The prolific singer, writer and musician will bring his latest collection of paintings to the Niagara Artists Centre (354 St. Paul St.), starting with an opening reception today at 8 p.m.
Titled “Melt,” the show is inspired by Group of Seven founder Lawren Harris’s series of iceberg paintings. They’re scenes which struck Swinghammer not just for their “clarity,” but for what is being lost.
“The idea of painting icebergs
comes from thinking about global warming every day and looking for an image that represents our precarious situation,” he said when contacted Wednesday.
“This series of landscape paintings reflect the reality of climate change as opposed to depicting an actual place.

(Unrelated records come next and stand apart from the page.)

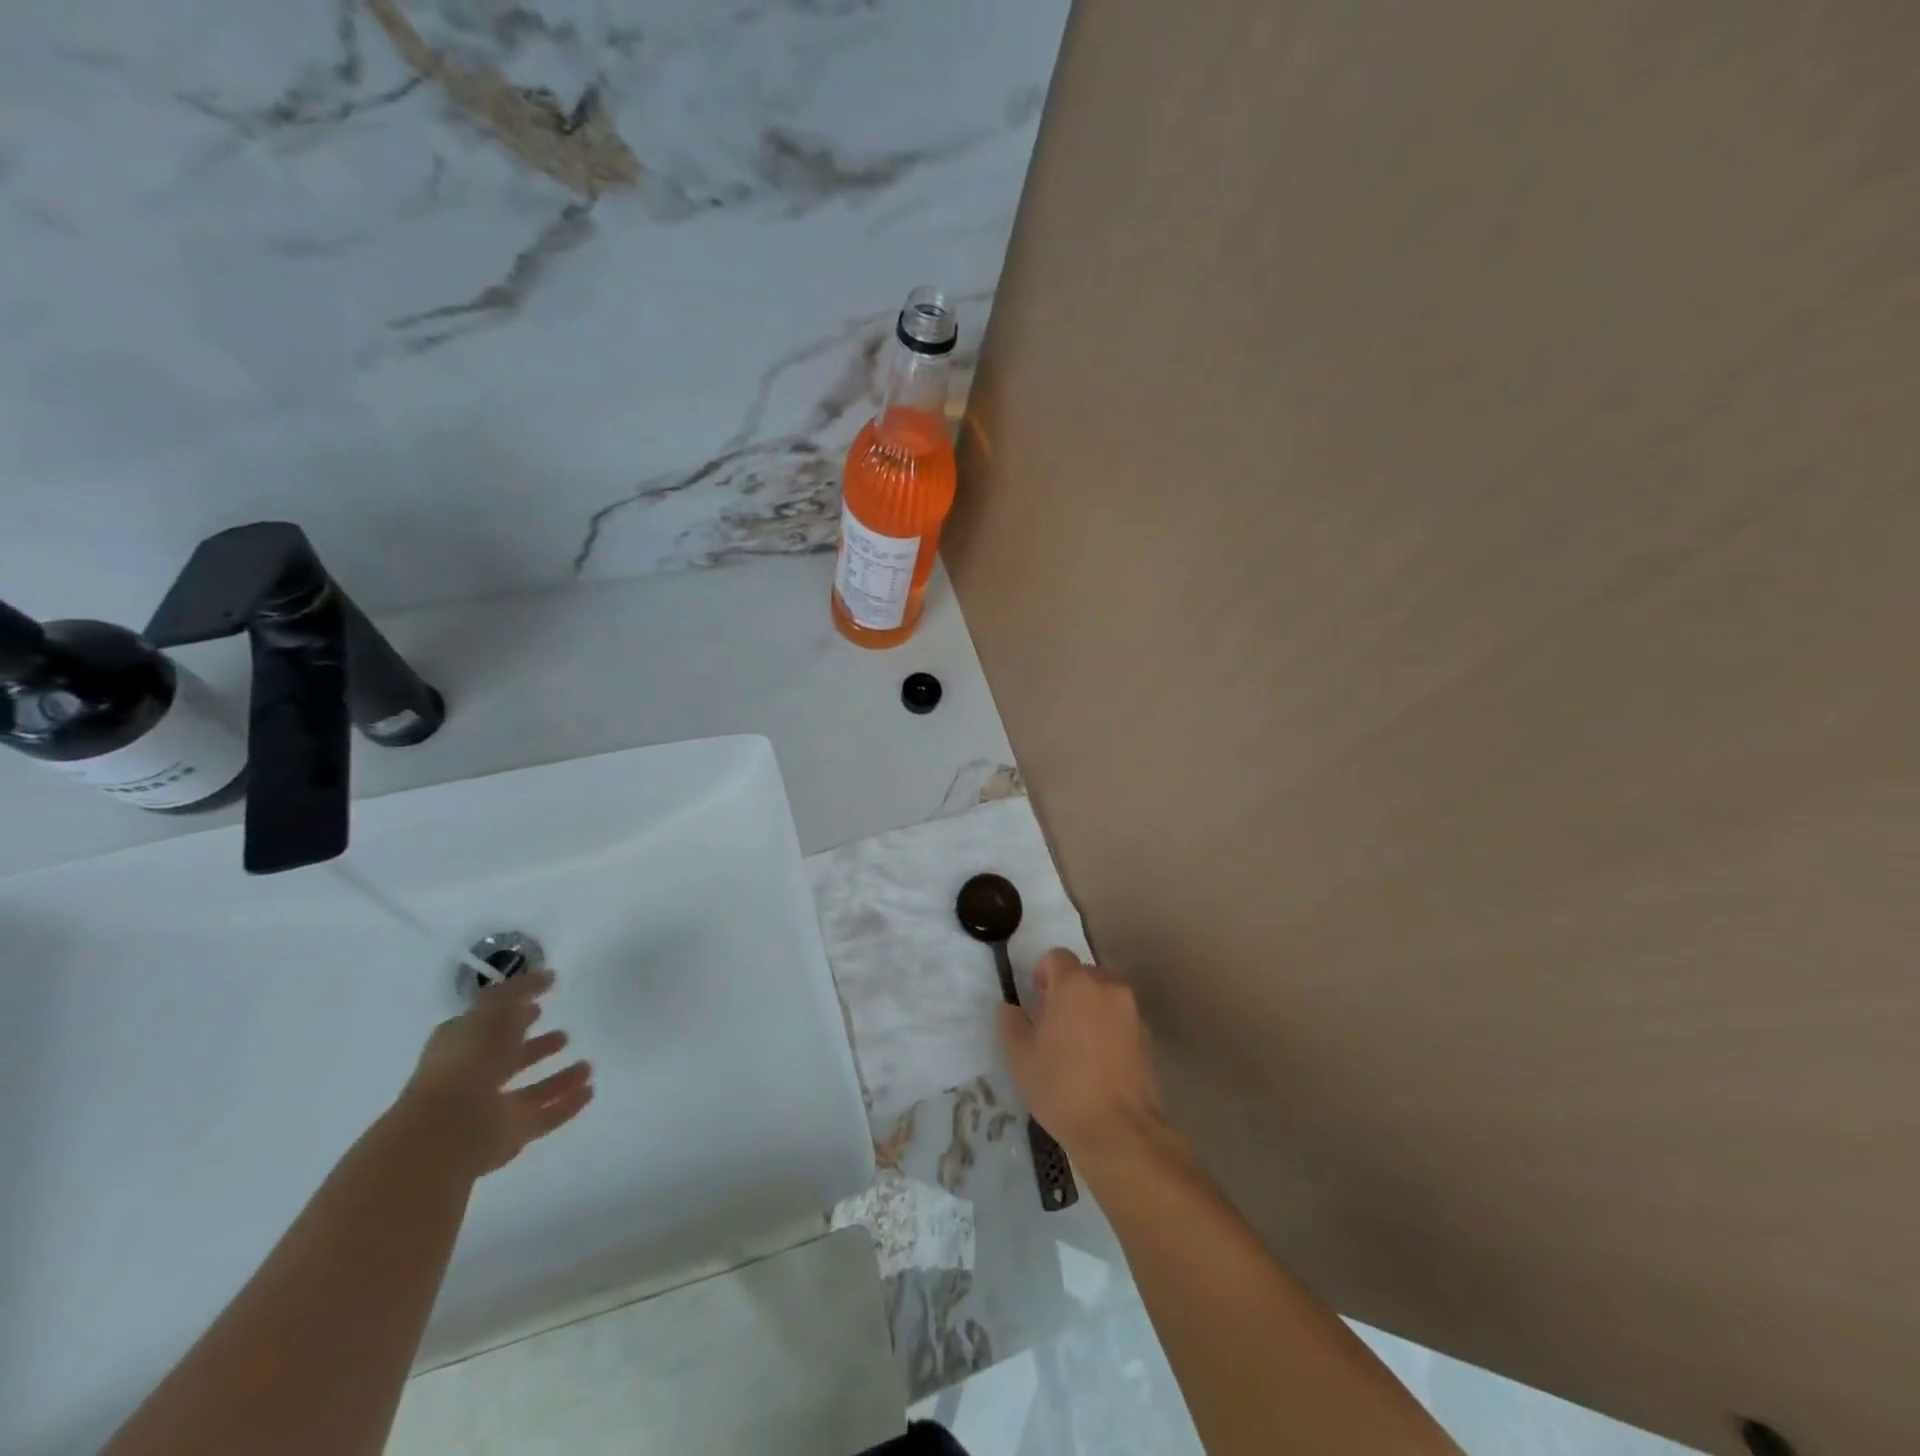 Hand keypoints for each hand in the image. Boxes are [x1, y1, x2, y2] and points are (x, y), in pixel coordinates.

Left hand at [398, 969, 593, 1176]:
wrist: (449, 1128)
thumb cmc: (467, 1059)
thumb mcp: (492, 1009)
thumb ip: (518, 990)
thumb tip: (546, 976)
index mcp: (461, 1044)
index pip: (489, 1024)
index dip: (512, 1011)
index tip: (541, 999)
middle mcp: (474, 1076)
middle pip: (509, 1059)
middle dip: (535, 1046)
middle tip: (565, 1033)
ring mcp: (491, 1108)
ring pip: (530, 1091)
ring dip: (558, 1078)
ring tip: (587, 1065)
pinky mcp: (510, 1134)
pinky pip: (545, 1115)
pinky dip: (567, 1104)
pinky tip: (590, 1090)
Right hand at [997, 948, 1167, 1164]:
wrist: (1117, 1129)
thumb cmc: (1060, 1086)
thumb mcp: (1019, 1056)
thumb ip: (1011, 1022)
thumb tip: (1011, 1008)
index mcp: (1074, 984)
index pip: (1057, 956)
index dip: (1042, 973)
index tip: (1036, 1000)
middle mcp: (1107, 987)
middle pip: (1083, 973)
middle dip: (1066, 990)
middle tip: (1052, 1023)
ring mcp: (1131, 1011)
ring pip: (1104, 994)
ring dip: (1089, 1007)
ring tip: (1076, 1044)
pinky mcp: (1147, 1035)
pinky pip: (1120, 1018)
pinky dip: (1108, 1027)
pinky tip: (1098, 1061) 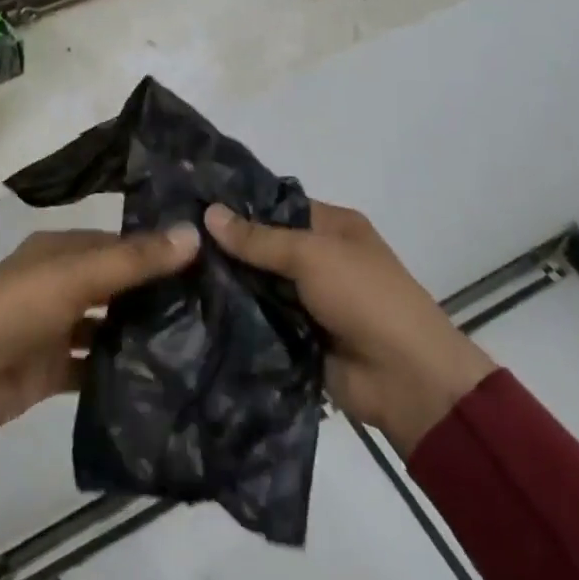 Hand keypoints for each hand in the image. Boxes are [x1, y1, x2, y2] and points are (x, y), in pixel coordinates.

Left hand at [0, 224, 200, 442]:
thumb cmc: (17, 310)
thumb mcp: (77, 276)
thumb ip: (135, 260)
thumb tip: (194, 233)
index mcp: (57, 251)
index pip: (116, 243)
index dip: (155, 249)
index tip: (204, 262)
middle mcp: (57, 283)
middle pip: (113, 283)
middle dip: (152, 292)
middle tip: (210, 303)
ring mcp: (54, 328)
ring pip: (106, 325)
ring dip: (138, 331)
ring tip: (195, 340)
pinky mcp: (53, 369)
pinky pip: (93, 365)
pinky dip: (118, 369)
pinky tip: (159, 377)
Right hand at [204, 201, 496, 455]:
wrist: (406, 379)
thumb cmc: (365, 297)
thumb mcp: (312, 255)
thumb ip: (259, 238)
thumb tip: (208, 212)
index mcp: (333, 227)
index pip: (276, 205)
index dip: (238, 204)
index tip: (189, 201)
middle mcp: (319, 258)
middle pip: (263, 246)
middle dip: (225, 246)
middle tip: (175, 238)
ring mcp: (307, 299)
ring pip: (257, 284)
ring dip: (226, 283)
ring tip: (171, 271)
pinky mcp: (296, 336)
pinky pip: (259, 320)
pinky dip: (235, 317)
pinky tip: (192, 307) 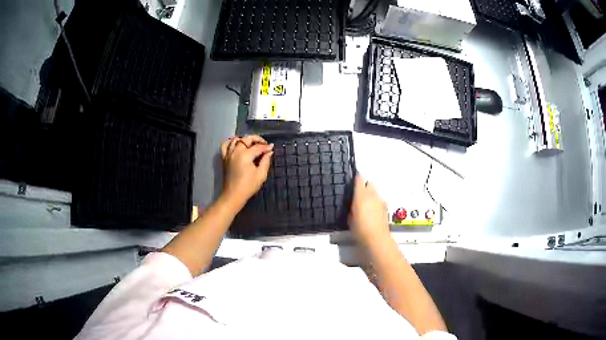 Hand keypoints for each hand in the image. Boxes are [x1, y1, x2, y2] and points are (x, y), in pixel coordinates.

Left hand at [220, 135, 273, 209]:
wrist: (233, 195)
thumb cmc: (248, 186)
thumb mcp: (261, 175)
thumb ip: (266, 161)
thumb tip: (269, 152)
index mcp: (245, 155)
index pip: (258, 147)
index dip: (266, 147)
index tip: (272, 148)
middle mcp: (236, 151)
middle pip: (247, 139)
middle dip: (257, 140)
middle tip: (264, 144)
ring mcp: (228, 154)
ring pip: (236, 140)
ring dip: (245, 139)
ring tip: (252, 144)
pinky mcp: (224, 158)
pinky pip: (225, 145)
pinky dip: (231, 142)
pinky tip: (236, 144)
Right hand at [348, 175, 390, 245]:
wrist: (376, 238)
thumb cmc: (359, 229)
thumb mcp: (349, 218)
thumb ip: (351, 207)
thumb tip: (353, 203)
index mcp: (361, 195)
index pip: (359, 179)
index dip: (356, 179)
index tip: (352, 183)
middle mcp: (372, 194)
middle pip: (370, 183)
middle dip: (365, 187)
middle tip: (359, 196)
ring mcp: (380, 200)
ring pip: (375, 192)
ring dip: (371, 195)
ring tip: (365, 206)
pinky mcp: (385, 208)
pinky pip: (379, 200)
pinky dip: (376, 203)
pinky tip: (372, 213) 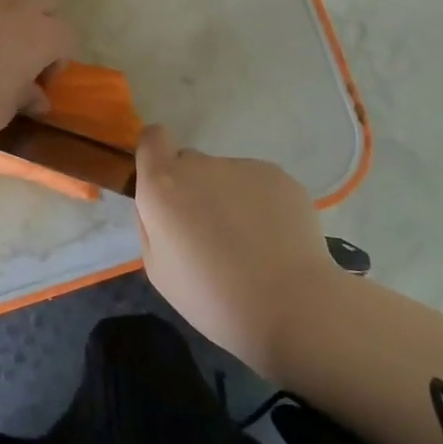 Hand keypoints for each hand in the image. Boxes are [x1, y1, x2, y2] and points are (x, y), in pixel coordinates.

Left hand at [0, 0, 76, 148]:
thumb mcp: (4, 111)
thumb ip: (25, 95)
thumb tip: (37, 96)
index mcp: (39, 35)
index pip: (66, 35)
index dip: (57, 59)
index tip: (39, 81)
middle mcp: (14, 4)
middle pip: (43, 1)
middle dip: (40, 23)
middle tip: (20, 53)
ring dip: (6, 5)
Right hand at [134, 126, 336, 377]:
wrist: (291, 306)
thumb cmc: (212, 298)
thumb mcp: (158, 269)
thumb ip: (151, 223)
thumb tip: (161, 205)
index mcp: (163, 185)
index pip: (152, 138)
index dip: (156, 156)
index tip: (163, 187)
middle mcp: (201, 165)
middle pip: (190, 164)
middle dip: (194, 189)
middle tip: (209, 234)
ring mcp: (243, 167)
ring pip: (227, 177)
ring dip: (229, 199)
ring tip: (249, 245)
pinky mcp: (279, 176)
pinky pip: (259, 185)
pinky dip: (261, 205)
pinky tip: (274, 242) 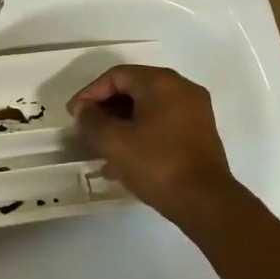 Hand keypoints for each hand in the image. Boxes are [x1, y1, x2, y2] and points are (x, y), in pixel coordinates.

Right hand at [68, 65, 249, 233]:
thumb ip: (91, 119)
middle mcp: (182, 88)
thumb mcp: (113, 141)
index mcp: (161, 82)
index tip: (74, 115)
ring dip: (122, 121)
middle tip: (86, 127)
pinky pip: (163, 122)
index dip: (90, 93)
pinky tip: (125, 155)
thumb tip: (85, 111)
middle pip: (134, 88)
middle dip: (106, 107)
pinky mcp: (200, 133)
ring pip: (148, 107)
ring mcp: (195, 111)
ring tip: (101, 144)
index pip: (116, 76)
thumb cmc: (156, 163)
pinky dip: (141, 131)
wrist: (205, 202) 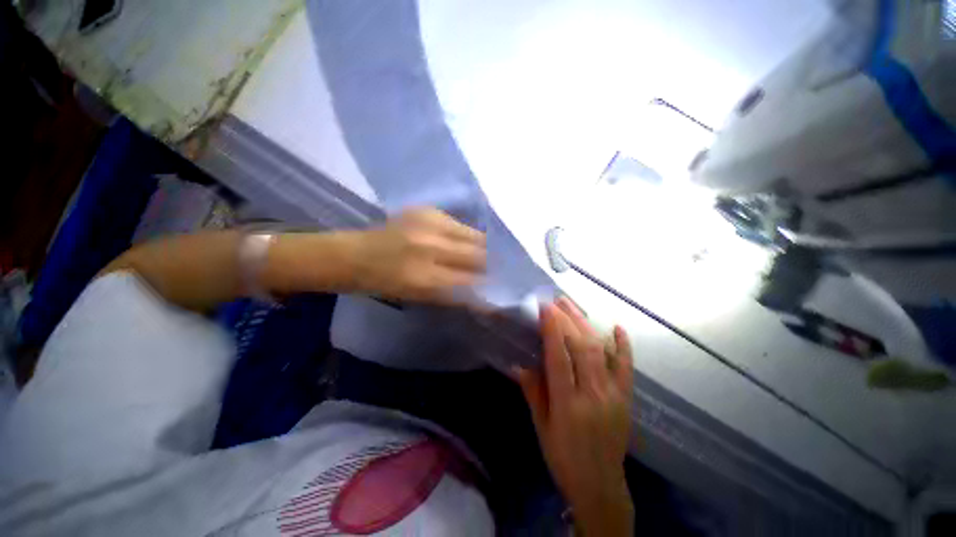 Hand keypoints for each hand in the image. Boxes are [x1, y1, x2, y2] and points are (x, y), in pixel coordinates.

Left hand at [350, 208, 485, 303]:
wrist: (354, 255)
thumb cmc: (385, 283)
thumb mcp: (419, 297)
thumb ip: (453, 293)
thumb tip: (483, 290)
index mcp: (425, 277)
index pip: (472, 280)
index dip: (489, 283)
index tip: (500, 284)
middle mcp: (430, 247)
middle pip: (478, 252)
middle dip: (490, 261)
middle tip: (496, 267)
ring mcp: (428, 224)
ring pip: (473, 234)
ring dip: (482, 245)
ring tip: (484, 252)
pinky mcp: (425, 209)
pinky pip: (458, 223)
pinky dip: (465, 234)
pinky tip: (463, 240)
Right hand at [516, 298, 633, 536]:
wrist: (600, 485)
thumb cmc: (563, 457)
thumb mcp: (541, 427)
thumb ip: (533, 392)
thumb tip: (519, 363)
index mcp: (567, 404)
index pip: (559, 357)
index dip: (552, 329)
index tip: (545, 308)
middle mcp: (593, 395)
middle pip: (581, 348)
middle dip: (567, 320)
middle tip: (556, 301)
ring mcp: (613, 395)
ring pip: (601, 351)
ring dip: (586, 324)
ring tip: (572, 306)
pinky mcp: (626, 397)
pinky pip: (627, 367)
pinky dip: (623, 346)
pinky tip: (617, 328) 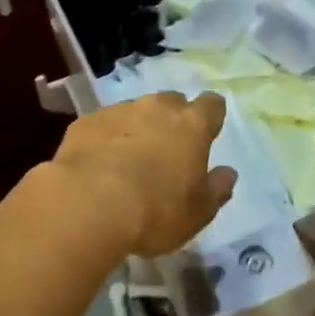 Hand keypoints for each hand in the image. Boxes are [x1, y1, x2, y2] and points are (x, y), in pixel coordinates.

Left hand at [49, 91, 236, 256]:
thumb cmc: (155, 211)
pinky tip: (99, 164)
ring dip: (137, 128)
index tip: (206, 134)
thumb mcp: (198, 212)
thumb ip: (217, 189)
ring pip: (135, 111)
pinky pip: (103, 125)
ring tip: (128, 161)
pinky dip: (106, 138)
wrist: (88, 204)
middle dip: (172, 120)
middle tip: (166, 151)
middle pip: (172, 102)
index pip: (212, 104)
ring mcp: (119, 110)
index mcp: (192, 125)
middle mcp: (157, 108)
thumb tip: (228, 173)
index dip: (210, 117)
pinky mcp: (87, 121) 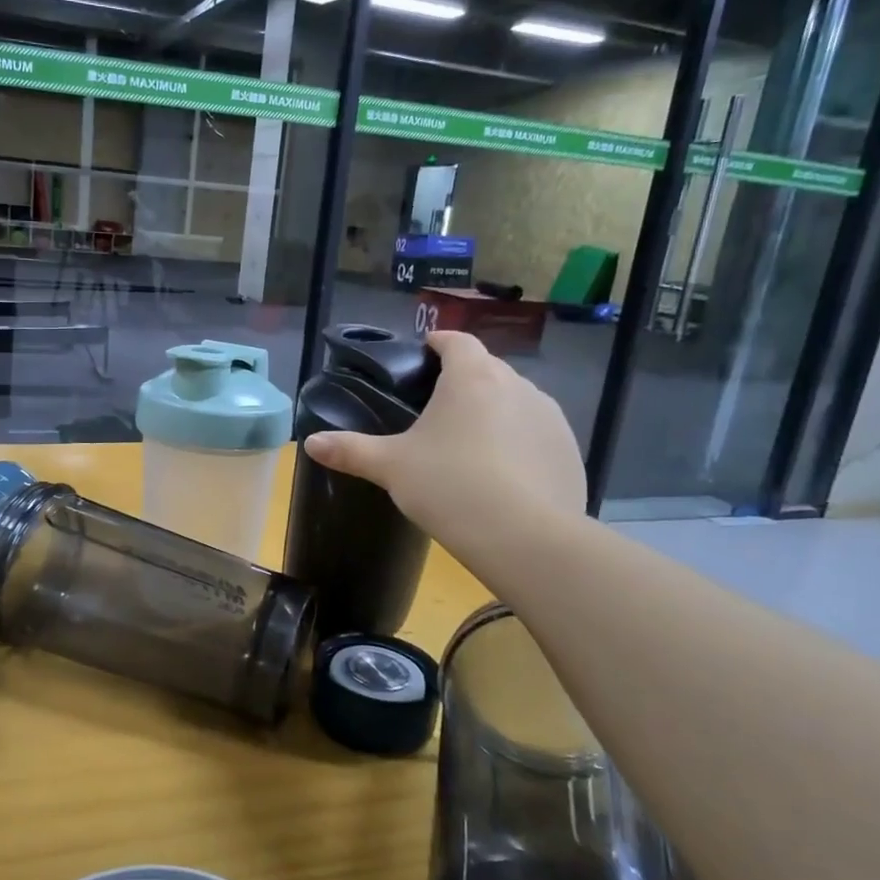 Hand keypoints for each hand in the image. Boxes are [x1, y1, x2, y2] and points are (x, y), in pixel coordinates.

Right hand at [303, 330, 585, 562]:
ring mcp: (550, 418)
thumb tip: (310, 443)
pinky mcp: (569, 451)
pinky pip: (538, 435)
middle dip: (465, 381)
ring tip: (471, 445)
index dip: (439, 343)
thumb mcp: (391, 467)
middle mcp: (517, 386)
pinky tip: (504, 476)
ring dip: (495, 412)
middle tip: (438, 410)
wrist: (525, 537)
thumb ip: (351, 450)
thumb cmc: (449, 486)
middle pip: (488, 369)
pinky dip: (520, 444)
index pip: (457, 341)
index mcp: (472, 377)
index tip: (425, 353)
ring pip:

When Lawren Harris did his magnificent ice floes and arctic mountains a hundred years ago, he didn’t have to address the issues facing us today.”
The arctic paintings marked the end of Harris’s celebrated landscape period in 1935 before devoting himself solely to abstract work, which Swinghammer said was “remarkably courageous” at the time.
“He turned his back on ‘success,’ which is something that artists rarely have to negotiate, but it’s important to find examples of those who do.
“Being an heir to the Massey-Harris fortune made it a little easier to make his uncompromised artistic choices.”
The show will be accompanied by Swinghammer’s video installation “Turpentine Rewind,” an homage to Tom Thomson.
Starting in the early ’80s, Swinghammer has released 13 albums and appeared on more than 100 others. Among the artists he has played with are Ani DiFranco, Serena Ryder and Sarah Slean.
As an artist, he collaborated with Stompin’ Tom Connors in the mid-’90s for the children’s book “My Stompin’ Grounds.” He started exhibiting his work in Niagara Falls when he was 15, and was involved with the Niagara Artists Centre before moving to Toronto.
“Digging through NAC’s archive, you can see that Kurt had a huge impact in a brief period of time here,” said NAC director Stephen Remus.
The 10th annual In the Soil arts festival runs Friday to Sunday in downtown St. Catharines.